+++ SUPPLIED RECORDS

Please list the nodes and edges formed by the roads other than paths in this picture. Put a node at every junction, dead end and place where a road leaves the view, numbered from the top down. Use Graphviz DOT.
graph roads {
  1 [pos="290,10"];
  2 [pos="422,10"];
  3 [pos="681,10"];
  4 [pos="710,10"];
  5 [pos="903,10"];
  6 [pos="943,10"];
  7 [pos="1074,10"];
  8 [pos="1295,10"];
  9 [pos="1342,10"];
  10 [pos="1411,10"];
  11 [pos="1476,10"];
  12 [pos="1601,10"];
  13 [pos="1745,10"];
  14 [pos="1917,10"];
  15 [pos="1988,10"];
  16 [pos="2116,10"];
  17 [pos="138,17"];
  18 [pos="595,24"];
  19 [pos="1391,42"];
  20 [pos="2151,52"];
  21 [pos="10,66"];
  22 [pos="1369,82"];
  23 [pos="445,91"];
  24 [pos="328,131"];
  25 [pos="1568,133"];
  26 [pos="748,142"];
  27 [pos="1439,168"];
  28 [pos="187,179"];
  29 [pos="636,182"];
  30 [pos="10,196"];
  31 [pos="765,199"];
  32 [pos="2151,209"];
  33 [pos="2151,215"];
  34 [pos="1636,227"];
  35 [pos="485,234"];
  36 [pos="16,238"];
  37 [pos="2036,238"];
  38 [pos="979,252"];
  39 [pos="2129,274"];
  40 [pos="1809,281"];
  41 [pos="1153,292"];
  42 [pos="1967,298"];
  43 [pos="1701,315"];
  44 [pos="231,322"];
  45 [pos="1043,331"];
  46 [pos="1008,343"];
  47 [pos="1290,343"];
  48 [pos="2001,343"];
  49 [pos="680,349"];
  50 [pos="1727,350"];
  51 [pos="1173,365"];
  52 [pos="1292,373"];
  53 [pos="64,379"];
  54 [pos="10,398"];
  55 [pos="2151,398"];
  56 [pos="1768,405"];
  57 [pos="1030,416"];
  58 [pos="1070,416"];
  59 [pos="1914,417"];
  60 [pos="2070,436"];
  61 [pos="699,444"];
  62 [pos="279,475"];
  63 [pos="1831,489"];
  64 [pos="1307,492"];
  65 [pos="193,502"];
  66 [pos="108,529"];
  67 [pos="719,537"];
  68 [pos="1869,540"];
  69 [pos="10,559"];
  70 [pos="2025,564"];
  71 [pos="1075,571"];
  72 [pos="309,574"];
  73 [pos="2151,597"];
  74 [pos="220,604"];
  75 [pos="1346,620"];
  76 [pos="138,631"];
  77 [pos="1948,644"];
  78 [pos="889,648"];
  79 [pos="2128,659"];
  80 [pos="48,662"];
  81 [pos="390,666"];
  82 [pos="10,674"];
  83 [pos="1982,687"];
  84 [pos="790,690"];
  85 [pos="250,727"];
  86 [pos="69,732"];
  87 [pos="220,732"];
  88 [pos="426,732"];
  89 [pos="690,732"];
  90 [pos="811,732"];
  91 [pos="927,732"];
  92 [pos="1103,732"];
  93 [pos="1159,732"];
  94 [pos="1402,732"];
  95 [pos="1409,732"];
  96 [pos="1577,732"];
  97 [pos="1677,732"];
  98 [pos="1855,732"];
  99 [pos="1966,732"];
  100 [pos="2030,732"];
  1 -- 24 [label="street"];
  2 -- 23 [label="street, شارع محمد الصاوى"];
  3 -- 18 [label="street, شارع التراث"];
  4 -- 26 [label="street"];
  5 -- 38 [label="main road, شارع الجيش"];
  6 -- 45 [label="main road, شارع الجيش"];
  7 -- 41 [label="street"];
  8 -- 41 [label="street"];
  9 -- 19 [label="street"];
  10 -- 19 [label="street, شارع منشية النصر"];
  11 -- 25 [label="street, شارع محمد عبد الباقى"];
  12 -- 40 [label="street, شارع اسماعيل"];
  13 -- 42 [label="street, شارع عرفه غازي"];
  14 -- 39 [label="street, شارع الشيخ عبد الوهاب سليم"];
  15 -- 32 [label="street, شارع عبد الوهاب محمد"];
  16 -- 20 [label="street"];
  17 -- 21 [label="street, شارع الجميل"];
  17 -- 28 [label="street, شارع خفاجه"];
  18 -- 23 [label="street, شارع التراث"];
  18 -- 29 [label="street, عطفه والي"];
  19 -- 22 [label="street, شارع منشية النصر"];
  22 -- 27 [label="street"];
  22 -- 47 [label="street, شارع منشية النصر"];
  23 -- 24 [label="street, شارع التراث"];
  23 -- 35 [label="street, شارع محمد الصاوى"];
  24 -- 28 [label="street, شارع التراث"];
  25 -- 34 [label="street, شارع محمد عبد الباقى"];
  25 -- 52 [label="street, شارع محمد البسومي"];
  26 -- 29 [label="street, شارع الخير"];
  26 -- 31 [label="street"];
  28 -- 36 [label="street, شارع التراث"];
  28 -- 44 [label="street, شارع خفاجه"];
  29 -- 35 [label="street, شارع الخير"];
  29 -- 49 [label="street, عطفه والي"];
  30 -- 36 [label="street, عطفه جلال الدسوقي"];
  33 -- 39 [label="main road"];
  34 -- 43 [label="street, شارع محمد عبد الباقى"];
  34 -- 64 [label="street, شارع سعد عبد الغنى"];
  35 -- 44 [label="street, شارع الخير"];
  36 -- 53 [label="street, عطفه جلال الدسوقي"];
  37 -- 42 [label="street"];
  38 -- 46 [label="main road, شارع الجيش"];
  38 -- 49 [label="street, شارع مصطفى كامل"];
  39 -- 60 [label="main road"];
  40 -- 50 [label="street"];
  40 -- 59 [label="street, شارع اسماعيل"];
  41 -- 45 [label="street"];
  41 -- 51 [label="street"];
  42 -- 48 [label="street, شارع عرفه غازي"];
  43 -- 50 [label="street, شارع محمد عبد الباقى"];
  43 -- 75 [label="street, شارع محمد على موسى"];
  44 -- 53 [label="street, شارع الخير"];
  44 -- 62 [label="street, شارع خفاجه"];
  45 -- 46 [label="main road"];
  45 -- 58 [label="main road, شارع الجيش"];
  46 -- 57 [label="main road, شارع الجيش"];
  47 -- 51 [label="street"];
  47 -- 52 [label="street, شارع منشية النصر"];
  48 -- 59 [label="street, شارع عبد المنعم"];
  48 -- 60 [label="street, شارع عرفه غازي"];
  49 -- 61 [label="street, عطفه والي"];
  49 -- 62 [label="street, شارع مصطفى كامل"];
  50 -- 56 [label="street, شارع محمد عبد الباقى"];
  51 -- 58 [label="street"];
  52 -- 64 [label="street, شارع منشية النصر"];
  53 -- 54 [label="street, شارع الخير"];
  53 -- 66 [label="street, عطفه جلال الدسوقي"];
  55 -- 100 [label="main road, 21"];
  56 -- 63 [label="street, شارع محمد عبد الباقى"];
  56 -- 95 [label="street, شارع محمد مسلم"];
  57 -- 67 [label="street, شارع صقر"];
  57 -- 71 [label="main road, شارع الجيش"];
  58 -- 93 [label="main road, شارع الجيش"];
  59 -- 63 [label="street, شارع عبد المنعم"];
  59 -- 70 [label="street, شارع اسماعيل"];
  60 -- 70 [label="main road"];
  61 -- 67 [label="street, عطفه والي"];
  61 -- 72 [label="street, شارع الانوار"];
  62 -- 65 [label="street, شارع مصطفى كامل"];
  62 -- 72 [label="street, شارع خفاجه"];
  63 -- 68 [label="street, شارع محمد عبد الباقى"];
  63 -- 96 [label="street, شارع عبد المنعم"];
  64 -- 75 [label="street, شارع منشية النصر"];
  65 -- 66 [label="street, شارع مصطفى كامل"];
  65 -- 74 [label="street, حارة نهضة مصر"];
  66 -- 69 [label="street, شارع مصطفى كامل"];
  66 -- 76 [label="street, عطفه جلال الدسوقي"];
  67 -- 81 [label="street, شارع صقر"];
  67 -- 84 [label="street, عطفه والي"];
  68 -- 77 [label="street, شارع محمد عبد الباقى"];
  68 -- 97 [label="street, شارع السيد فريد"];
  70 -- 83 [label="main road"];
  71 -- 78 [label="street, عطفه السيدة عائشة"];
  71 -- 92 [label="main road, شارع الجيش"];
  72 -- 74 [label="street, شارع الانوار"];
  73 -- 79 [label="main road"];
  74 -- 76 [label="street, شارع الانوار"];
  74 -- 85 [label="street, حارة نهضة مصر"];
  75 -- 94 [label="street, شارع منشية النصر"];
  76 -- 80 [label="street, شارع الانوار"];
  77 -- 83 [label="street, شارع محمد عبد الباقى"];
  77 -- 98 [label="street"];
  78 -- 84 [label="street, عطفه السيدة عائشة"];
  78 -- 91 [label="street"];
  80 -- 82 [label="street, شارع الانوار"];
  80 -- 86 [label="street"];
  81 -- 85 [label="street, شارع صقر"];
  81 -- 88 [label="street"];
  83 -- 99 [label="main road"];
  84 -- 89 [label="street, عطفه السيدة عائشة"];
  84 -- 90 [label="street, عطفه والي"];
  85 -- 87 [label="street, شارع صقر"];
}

++++++

→ **EXERCISE INSTRUCTIONS**
Please find every line in the records above that holds the word "نهضة" and copy it.

→ **TASK OUTPUT**
  65 -- 74 [label="street, حارة نهضة مصر"];
  74 -- 85 [label="street, حارة نهضة مصر"];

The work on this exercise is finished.